Film di chiusura di Venezia 75, presentato fuori concorso, “Driven” di Nick Hamm racconta l’ascesa e la caduta di John DeLorean, fondatore della DeLorean Motor Company, uno dei casi più famosi di fallimento della storia dell’industria automobilistica. 

«Dovendo trasformare un’automobile in una macchina del tempo, perché non usare una bella automobile?» dice Doc  all’inizio di “Ritorno al futuro” (1985), parlando della DeLorean DMC-12. Ed è proprio il film di Robert Zemeckis ad aver reso quell’unico modello costruito tra il 1981 al 1983, prodotto in soli 9000 esemplari, una delle più grandi icone pop di sempre. La macchina del futuro, con le caratteristiche porte ad ali di gabbiano e la carrozzeria in acciaio inossidabile. Tuttavia, se tutti hanno ben presente l’automobile, pochi conoscono la storia pazzesca che c’è dietro. 

Tutto ha inizio nel 1974. Jim Hoffman (Jason Sudeikis) è un pilota di aerei, padre di due bambini, marito di Ellen (Judy Greer) e, occasionalmente, corriere della droga. Beccato dall’agente speciale dell’FBI Benedict J. Tisa (Corey Stoll), sceglie di diventare informatore del governo per evitare la 30 anni di galera, con il compito di incastrare un pezzo grosso del narcotraffico. Si trasferisce, così, in un quartiere ricco di San Diego, dove, per caso, stringe amicizia con il vicino di casa, il designer John DeLorean (Lee Pace), venendo coinvolto nel lancio della sua nuova, rivoluzionaria, azienda automobilistica. Quando però le cose cominciano andare male, con John in cerca di svariati milioni di dollari per salvare la compagnia dal fallimento, Jim vede un’opportunità per consegnare qualche pezzo grosso all’FBI e portare a termine il suo incarico.

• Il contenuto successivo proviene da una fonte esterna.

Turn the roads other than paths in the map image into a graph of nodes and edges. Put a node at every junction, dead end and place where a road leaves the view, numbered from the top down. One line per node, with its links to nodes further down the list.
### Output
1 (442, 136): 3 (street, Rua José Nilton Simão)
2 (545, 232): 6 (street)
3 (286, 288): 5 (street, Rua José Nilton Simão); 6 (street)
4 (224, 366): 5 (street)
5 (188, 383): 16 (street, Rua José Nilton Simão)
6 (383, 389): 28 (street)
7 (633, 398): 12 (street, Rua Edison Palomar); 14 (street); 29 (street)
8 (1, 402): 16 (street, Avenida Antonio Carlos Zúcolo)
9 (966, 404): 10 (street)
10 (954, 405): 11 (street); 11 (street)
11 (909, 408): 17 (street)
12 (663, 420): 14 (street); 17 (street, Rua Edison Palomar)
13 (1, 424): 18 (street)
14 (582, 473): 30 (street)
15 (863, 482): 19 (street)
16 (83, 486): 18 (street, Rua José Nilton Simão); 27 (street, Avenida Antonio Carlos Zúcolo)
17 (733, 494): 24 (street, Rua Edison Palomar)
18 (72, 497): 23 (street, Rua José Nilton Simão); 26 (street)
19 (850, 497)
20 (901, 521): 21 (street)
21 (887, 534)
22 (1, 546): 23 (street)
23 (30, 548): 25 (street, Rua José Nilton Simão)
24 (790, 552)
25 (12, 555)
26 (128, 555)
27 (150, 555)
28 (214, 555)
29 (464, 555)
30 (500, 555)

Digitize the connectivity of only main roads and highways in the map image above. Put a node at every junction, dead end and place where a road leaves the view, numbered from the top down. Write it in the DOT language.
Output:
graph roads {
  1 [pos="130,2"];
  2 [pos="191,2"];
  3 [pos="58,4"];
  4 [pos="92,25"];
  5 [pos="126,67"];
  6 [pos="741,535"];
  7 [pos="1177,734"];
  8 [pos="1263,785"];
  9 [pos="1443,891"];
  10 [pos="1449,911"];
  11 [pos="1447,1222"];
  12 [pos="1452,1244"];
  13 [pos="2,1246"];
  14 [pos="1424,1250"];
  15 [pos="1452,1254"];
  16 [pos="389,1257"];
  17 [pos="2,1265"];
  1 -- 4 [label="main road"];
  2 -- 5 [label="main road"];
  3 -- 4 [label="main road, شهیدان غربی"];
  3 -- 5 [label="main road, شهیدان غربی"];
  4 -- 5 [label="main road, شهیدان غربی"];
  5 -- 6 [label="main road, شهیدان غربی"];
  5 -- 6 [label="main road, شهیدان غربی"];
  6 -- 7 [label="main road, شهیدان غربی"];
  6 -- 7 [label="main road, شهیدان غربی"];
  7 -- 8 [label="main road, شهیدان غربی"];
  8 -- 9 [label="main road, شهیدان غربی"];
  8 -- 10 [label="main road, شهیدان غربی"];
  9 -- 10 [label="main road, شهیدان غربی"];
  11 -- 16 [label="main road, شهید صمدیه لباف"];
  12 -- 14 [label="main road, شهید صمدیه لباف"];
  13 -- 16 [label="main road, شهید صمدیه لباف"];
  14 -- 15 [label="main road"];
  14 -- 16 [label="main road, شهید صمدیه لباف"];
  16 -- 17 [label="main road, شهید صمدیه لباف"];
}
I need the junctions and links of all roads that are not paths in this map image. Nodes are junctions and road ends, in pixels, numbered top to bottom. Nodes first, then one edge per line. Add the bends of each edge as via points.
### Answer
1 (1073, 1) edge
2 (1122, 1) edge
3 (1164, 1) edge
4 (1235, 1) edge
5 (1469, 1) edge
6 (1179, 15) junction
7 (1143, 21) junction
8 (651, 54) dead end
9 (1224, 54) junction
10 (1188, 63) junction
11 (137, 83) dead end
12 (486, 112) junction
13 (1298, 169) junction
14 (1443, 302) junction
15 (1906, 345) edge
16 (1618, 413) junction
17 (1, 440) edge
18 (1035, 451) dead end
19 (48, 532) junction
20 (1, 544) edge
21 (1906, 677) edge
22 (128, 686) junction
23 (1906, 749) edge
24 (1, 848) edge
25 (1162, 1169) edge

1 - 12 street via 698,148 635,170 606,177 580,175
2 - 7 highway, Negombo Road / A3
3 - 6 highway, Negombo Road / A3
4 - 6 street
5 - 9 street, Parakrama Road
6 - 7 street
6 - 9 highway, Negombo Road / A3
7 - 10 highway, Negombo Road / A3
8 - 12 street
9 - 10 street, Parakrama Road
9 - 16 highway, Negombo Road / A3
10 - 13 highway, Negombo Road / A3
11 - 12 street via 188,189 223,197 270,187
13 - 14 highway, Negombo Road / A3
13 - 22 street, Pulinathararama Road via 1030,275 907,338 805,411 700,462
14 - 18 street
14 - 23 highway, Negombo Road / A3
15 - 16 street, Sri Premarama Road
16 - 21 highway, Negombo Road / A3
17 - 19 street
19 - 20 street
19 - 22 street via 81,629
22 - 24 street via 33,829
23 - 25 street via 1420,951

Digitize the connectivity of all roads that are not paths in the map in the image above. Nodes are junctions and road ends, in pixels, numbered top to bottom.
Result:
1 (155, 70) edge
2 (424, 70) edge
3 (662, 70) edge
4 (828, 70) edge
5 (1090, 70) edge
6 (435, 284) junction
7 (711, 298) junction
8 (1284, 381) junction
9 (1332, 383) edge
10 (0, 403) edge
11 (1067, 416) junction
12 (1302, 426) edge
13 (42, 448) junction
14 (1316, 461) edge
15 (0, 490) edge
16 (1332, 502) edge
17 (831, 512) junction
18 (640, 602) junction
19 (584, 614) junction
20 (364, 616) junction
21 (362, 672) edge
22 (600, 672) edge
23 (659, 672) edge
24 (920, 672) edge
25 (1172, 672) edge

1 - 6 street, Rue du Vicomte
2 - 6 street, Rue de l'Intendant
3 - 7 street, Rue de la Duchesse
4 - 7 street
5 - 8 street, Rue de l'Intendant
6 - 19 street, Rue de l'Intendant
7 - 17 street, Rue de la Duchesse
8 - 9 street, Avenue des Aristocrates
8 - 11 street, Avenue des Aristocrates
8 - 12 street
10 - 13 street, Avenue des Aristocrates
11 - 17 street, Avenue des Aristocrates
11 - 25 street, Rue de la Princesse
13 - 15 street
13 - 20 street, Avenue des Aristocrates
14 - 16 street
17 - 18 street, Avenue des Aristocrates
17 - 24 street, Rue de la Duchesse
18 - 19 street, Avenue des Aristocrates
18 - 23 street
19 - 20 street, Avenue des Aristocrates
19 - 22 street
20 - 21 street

Driven” è un biopic decisamente poco convenzionale, che ricostruisce una storia di per sé ambigua, della quale, per ovvi motivi, non sapremmo mai la verità. Lo fa attraverso lo guardo di Hoffman, a partire dalla sua testimonianza al processo che vide DeLorean imputato per traffico internazionale di stupefacenti, e una struttura narrativa giocata sul flashback, che ricostruiscono non gli eventi reali, ma i ricordi della persona che sta raccontando la sua versione dei fatti. Nel mettere in scena questa storia di ambizione, tradimento e fallimento, si sceglie però la strada della commedia. Da questo punto di vista Driven”  è un film divertente e dall’ottimo ritmo, che potrebbe ricordare, in qualche modo, alcuni buddy film degli anni ’80. Questo anche grazie al  formidabile talento comico di Jason Sudeikis, a cui basta un’espressione per farti scoppiare in una risata.

È Lee Pace, però, a portare in scena il personaggio più complesso e più interessante. Con le dovute differenze, John DeLorean sembra una sorta di Elon Musk del passato, almeno nell’ambizione con cui si dedicò anima e corpo alla realizzazione della visione tecnologica che – ne era certo – avrebbe cambiato il mondo. Nel film di Hamm questo aspetto emerge, ma in maniera forse un po’ superficiale. Forse si sarebbe potuto gestire meglio in fase di sceneggiatura (scritta da Colin Bateman), ma sarebbe stato più arduo mantenere un buon equilibrio tra drammaticità psicologica del ritratto umano e atmosfera scanzonata del prodotto che il regista aveva, certamente, in mente. 

Fortunatamente, ci pensa Lee Pace a conferire il giusto spessore a questo personaggio caratterizzato da luci e ombre, ma dall’inesauribile entusiasmo, in cui è possibile intravedere un po’ del Joe MacMillan interpretato da Pace nella straordinaria “Halt and Catch Fire”, serie tv che racconta gli albori dell’industria informatica. Anche lì era un imprenditore ambizioso visionario (probabilmente ispirato a Steve Jobs) nel senso più stretto nel termine, così concentrato sull’obiettivo da non curarsi dell’etica. O meglio, seguirne una propria.